* [Try it]
Each line below must be printed again exactly.

* [Records from a data source]
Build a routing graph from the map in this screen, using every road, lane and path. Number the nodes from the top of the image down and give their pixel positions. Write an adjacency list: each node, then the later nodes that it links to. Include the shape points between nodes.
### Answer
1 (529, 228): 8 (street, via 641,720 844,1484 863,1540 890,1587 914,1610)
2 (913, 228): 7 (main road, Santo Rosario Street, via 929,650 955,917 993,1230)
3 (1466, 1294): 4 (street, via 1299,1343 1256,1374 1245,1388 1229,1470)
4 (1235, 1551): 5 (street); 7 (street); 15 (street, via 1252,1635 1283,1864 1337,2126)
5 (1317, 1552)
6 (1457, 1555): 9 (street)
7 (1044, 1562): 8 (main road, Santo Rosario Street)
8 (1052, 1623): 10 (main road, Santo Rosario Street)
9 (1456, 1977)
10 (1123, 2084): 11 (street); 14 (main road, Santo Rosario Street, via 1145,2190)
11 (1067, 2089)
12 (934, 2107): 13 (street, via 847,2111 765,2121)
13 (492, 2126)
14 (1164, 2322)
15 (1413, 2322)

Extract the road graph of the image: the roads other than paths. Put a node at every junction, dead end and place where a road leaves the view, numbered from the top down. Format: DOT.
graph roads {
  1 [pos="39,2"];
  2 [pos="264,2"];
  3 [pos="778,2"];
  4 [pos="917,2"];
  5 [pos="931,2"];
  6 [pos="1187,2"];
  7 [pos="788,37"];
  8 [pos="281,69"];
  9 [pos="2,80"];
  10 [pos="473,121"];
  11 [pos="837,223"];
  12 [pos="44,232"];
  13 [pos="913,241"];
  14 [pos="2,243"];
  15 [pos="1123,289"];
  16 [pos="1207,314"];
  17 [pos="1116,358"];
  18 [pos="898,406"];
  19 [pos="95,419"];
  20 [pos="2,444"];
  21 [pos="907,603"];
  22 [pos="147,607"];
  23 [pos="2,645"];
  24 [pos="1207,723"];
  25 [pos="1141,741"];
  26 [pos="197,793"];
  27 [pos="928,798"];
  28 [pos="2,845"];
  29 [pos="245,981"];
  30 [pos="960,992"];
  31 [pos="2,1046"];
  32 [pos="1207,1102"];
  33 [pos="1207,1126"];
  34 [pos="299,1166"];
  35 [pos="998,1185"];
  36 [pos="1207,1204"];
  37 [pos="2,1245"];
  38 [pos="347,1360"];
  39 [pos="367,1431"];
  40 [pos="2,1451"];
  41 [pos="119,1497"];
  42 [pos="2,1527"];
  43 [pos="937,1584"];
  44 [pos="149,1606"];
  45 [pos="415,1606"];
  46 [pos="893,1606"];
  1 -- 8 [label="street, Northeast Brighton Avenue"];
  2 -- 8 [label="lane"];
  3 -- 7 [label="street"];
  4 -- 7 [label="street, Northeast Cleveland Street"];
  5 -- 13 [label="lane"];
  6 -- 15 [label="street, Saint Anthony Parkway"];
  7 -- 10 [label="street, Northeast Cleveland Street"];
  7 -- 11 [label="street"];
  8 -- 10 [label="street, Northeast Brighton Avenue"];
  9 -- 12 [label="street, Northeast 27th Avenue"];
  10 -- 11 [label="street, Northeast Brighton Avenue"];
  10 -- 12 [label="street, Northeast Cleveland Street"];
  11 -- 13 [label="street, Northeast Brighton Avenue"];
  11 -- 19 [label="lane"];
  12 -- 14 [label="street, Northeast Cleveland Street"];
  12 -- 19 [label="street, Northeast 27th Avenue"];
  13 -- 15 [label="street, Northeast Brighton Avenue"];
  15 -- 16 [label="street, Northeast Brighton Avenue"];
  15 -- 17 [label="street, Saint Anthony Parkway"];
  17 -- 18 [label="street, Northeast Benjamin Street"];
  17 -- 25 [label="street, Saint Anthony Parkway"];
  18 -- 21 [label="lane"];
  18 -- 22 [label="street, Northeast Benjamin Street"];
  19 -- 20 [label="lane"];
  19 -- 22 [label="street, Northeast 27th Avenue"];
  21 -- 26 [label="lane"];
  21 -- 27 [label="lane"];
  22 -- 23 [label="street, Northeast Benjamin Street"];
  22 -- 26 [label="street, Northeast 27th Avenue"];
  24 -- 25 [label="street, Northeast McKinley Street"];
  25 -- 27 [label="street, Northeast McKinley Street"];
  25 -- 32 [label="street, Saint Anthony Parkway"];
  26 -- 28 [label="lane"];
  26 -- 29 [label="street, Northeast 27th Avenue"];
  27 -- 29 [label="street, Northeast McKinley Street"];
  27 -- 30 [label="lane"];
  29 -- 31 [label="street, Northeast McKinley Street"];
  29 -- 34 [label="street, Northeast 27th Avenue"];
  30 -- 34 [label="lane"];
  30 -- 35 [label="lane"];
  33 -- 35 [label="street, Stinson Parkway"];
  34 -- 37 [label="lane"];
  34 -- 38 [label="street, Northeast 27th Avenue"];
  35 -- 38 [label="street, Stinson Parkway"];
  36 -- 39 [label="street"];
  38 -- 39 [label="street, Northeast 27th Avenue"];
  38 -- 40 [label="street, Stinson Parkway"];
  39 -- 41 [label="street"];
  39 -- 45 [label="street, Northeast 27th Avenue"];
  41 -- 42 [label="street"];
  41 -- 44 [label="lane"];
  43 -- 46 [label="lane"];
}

* [Solution below]
Build a routing graph from the map in this screen, using every road, lane and path. Number the nodes from the top of the image down and give their pixel positions. Write an adjacency list: each node, then the later nodes that it links to. Include the shape points between nodes.
### Answer
1 (529, 228): 8 (street, via 641,720 844,1484 863,1540 890,1587 914,1610)
2 (913, 228): 7 (main road, Santo Rosario Street, via 929,650 955,917 993,1230)
3 (1466, 1294): 4 (street, via 1299,1343 1256,1374 1245,1388 1229,1470)
4 (1235, 1551): 5 (street); 7 (street); 15 (street, via 1252,1635 1283,1864 1337,2126)
5 (1317, 1552)
6 (1457, 1555): 9 (street)
7 (1044, 1562): 8 (main road, Santo Rosario Street)
8 (1052, 1623): 10 (main road, Santo Rosario Street)
9 (1456, 1977)
10 (1123, 2084): 11 (street); 14 (main road, Santo Rosario Street, via 1145,2190)
11 (1067, 2089)
12 (934, 2107): 13 (street, via 847,2111 765,2121)
13 (492, 2126)
14 (1164, 2322)
15 (1413, 2322)

Extract the road graph of the image: the roads other than paths. Put a node at every junction, dead end and place where a road leaves the view, numbered from the top down. Format: DOT.
graph roads {
  1 [pos="39,2"];
  2 [pos="264,2"];
  3 [pos="778,2"];
  4 [pos="917,2"];
  5 [pos="931,2"];
  6 [pos="1187,2"];
  7 [pos="788,37"];
  8 [pos="281,69"];
  9 [pos="2,80"];
  10 [pos="473,121"];
  11 [pos="837,223"];
  12 [pos="44,232"];
  13 [pos="913,241"];
  14 [pos="2,243"];
  15 [pos="1123,289"];
  16 [pos="1207,314"];
  17 [pos="1116,358"];
  18 [pos="898,406"];
  19 [pos="95,419"];
  20 [pos="2,444"];
  21 [pos="907,603"];
  22 [pos="147,607"];
  23 [pos="2,645"];
  24 [pos="1207,723"];
  25 [pos="1141,741"];
  26 [pos="197,793"];
  27 [pos="928,798"];
  28 [pos="2,845"];
  29 [pos="245,981"];
  30 [pos="960,992"];
  31 [pos="2,1046"];
  32 [pos="1207,1102"];
  33 [pos="1207,1126"];
  34 [pos="299,1166"];
  35 [pos="998,1185"];
  36 [pos="1207,1204"];
  37 [pos="2,1245"];
  38 [pos="347,1360"];
  39 [pos="367,1431"];
  40 [pos="2,1451"];
  41 [pos="119,1497"];
  42 [pos="2,1527"];
  43 [pos="937,1584"];
  44 [pos="149,1606"];
  45 [pos="415,1606"];
  46 [pos="893,1606"];
  1 -- 8 [label="street, Northeast Brighton Avenue"];
  2 -- 8 [label="lane"];
  3 -- 7 [label="street"];
  4 -- 7 [label="street, Northeast Cleveland Street"];
  5 -- 13 [label="lane"];
  6 -- 15 [label="street, Saint Anthony Parkway"];
  7 -- 10 [label="street, Northeast Cleveland Street"];
  7 -- 11 [label="street"];
  8 -- 10 [label="street, Northeast Brighton Avenue"];
  9 -- 12 [label="street, Northeast 27th Avenue"];
  10 -- 11 [label="street, Northeast Brighton Avenue"];
  10 -- 12 [label="street, Northeast Cleveland Street"];
  11 -- 13 [label="street, Northeast Brighton Avenue"];
  11 -- 19 [label="lane"];
  12 -- 14 [label="street, Northeast Cleveland Street"];
  12 -- 19 [label="street, Northeast 27th Avenue"];
  13 -- 15 [label="street, Northeast Brighton Avenue"];
  15 -- 16 [label="street, Northeast Brighton Avenue"];
  15 -- 17 [label="street, Saint Anthony Parkway"];
  17 -- 18 [label="street, Northeast Benjamin Street"];
  17 -- 25 [label="street, Saint Anthony Parkway"];
  18 -- 21 [label="lane"];
  18 -- 22 [label="street, Northeast Benjamin Street"];
  19 -- 20 [label="lane"];
  19 -- 22 [label="street, Northeast 27th Avenue"];
  21 -- 26 [label="lane"];
  21 -- 27 [label="lane"];
  22 -- 23 [label="street, Northeast Benjamin Street"];
  22 -- 26 [label="street, Northeast 27th Avenue"];
  24 -- 25 [label="street, Northeast McKinley Street"];
  25 -- 27 [label="street, Northeast McKinley Street"];
  25 -- 32 [label="street, Saint Anthony Parkway"];
  26 -- 28 [label="lane"];
  26 -- 29 [label="street, Northeast 27th Avenue"];
  27 -- 29 [label="street, Northeast McKinley Street"];
  27 -- 30 [label="lane"];
  29 -- 31 [label="street, Northeast McKinley Street"];
  29 -- 34 [label="street, Northeast 27th Avenue"];
  30 -- 34 [label="lane"];
  30 -- 35 [label="lane"];
  33 -- 35 [label="street, Stinson Parkway"];
  34 -- 37 [label="lane"];
  34 -- 38 [label="street, Northeast 27th Avenue"];
  35 -- 38 [label="street, Stinson Parkway"];
  36 -- 39 [label="street"];
  38 -- 39 [label="street, Northeast 27th Avenue"];
  38 -- 40 [label="street, Stinson Parkway"];
  39 -- 41 [label="street"];
  39 -- 45 [label="street, Northeast 27th Avenue"];
  41 -- 42 [label="street"];
  41 -- 44 [label="lane"];
  43 -- 46 [label="lane"];
}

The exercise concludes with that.